A creative person with a zest for life, Vikram Karve is a retired Naval Officer turned full time writer and blogger. Educated at IIT Delhi, IIT (BHU) Varanasi, The Lawrence School Lovedale and Bishops School Pune, Vikram has published two books: COCKTAIL a collection of fiction short stories about relationships (2011) and APPETITE FOR A STROLL a book of Foodie Adventures (2008) and is currently working on his novel and a book of vignettes and short fiction.
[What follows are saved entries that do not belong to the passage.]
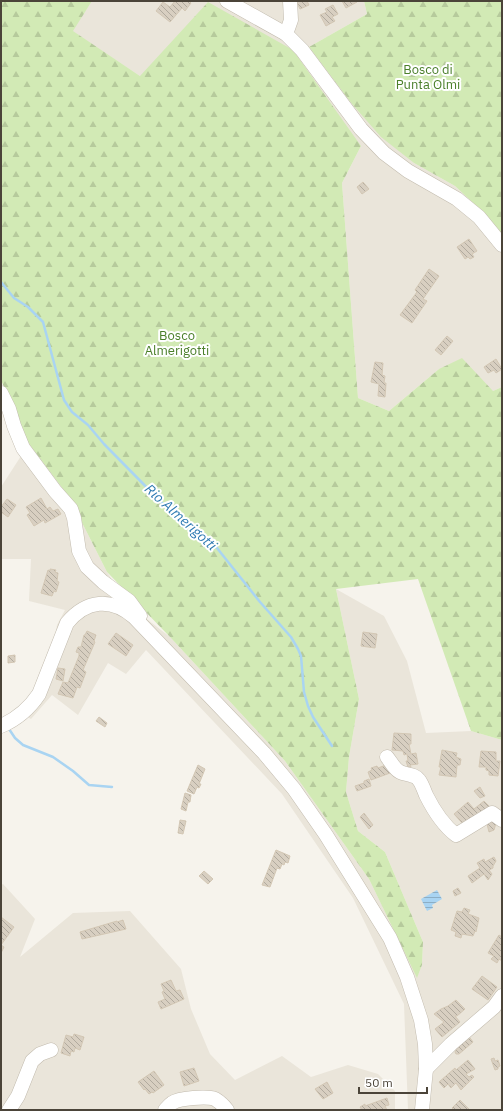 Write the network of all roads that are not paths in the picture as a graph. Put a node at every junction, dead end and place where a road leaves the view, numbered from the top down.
1 (227, 1) edge
2 (290, 1) edge
3 (286, 34) junction
4 (502, 245) edge
5 (1, 393) edge
6 (147, 629) junction
7 (1, 726) edge
8 (387, 757) dead end
9 (502, 820) edge
10 (502, 996) edge
11 (51, 1050) dead end
12 (426, 1069) junction
13 (9, 1110) edge
14 (165, 1110) edge
15 (227, 1110) edge
16 (422, 1110) edge

1 - 3 street
2 - 3 street
3 - 4 street
5 - 6 street
6 - 7 street
6 - 12 street
8 - 9 street
10 - 12 street
11 - 13 street
12 - 16 street
14 - 15 street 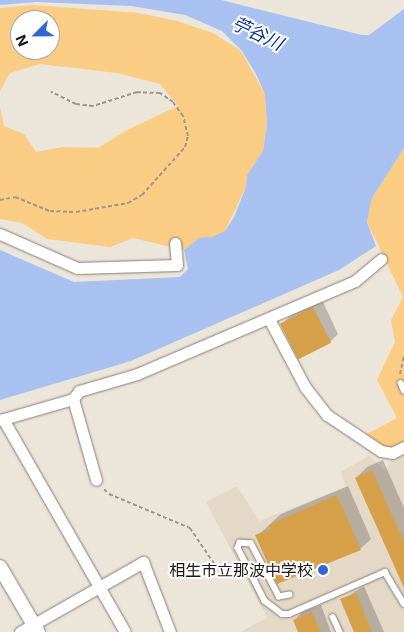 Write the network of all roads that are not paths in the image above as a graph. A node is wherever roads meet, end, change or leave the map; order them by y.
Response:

An avid blogger, he has written a large number of fiction short stories, creative non-fiction articles on a variety of topics including food, travel, philosophy, academics, technology, management, health, pet parenting, teaching stories and self help in magazines and published a large number of professional research papers in journals and edited in-house journals and magazines for many years, before the advent of blogging. Vikram has taught at a University as a Professor for 15 years and now teaches as a visiting faculty and devotes most of his time to creative writing and blogging. Vikram Karve lives in Pune India with his family and muse - his pet dog Sherry with whom he takes long walks thinking creative thoughts.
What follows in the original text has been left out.